GREENSBORO, N.C. (WGHP) - Child care is hard to find for some Piedmont Triad parents.
The pandemic presented new challenges for child care workers and highlighted existing ones.
"We don't have enough folks that are going through our program to meet the demand," said Marcus Blackwell, coordinator for the UNC Greensboro Child Care Program.
Blackwell told FOX8 there are 10 teachers who care for 85 children, infants to five years old, at the North Drive Child Care Center in Greensboro.
"We have teachers working 10 hours a day, and that is really stressful on them," Blackwell said. "That is really stressful on us because we don't want to put that on them."
Blackwell needs to hire two full-time teachers. It has forced him to turn away children to take the pressure off his current staff.
There are some pregnant women who are putting their unborn children on waitlists just to secure a spot.
"Every program I can speak to does have a waitlist right now," said Ashley Allen, a work environment and compensation coordinator for EQuIPD, an organization to empower early child care professionals in Guilford County. "Many programs are using three or four part-time staff to replace one full-time staff from pre-COVID."
Allen told FOX8 the child care applicant pool isn't as robust, and the people applying are not as qualified as the pre-pandemic pool.
"There's a whole checklist to even be able to come into a classroom," Allen said. "Some of those things have to be sacrificed when we need people that badly, and that's not a place any of us really want to be."
The North Carolina Child Care Resource and Referral Council surveyed nearly 1,300 centers around the state in 2021.
According to the survey, 75% of centers are currently hiring teachers, 83% are having a harder time hiring now than before the pandemic and 32% abruptly closed with little or no notice to parents because of staffing challenges.
Federal and state stabilization funds are helping keep many centers open.
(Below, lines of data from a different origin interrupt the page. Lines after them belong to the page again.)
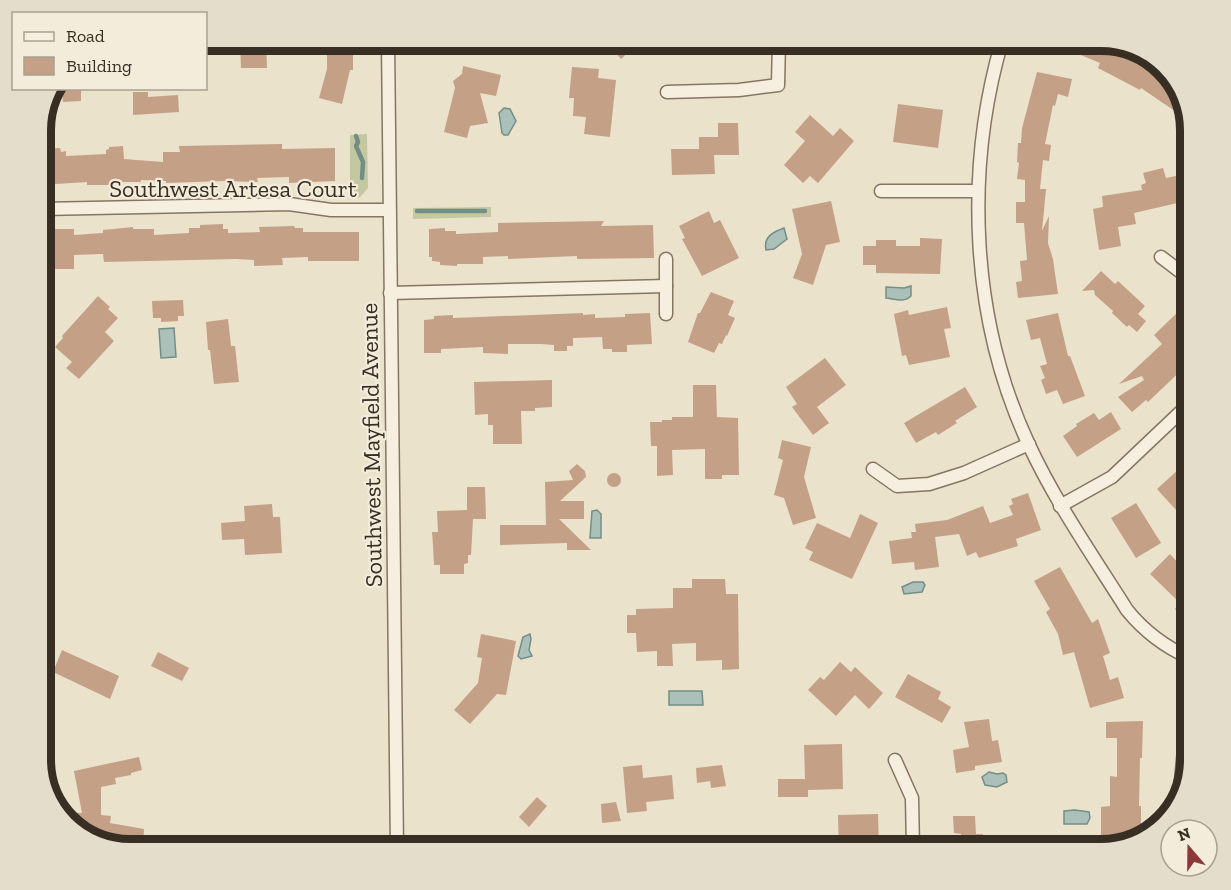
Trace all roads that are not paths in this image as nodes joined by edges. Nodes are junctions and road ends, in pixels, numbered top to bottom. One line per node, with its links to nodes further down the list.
1 (388, 51): 8 (street, Southwest Mayfield Avenue)
2 (779, 51): 4 (street)
3 (1000, 51): 6 (street)
4 (667, 92)
5 (881, 191): 6 (street)
6 (978, 191): 16 (street)
7 (51, 209): 8 (street, Southwest Artesa Court)
8 (389, 210): 13 (street, Southwest Mayfield Avenue)
9 (1161, 257): 11 (street)
10 (666, 259): 12 (street)
11 (1180, 271)
12 (666, 286): 13 (street); 14 (street)
13 (390, 293): 21 (street, Southwest Mayfield Avenue)
14 (666, 314)
15 (1180, 413): 18 (street)
16 (1029, 444): 17 (street); 18 (street)
17 (873, 469)
18 (1060, 506): 19 (street)
19 (1180, 653)
20 (895, 760): 22 (street)
21 (397, 839)
22 (913, 839)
A reason for the shortage includes experienced teachers moving to higher-paying jobs, some paying thousands of dollars more.
"Not all early childhood programs can support the same salaries that that degree would offer a job in the K-12 system or other spaces that could pay more too," Allen said.
Child care center workers are offering incentives, joining career fairs and creating flexible work schedules to get qualified workers on board.
Some centers have had to combine classrooms and serve fewer children until something changes.
"When there are changes that need to be made and operating hours that need to be changed, rates of tuition need to change. Please understand they are doing it because they have to," Blackwell said.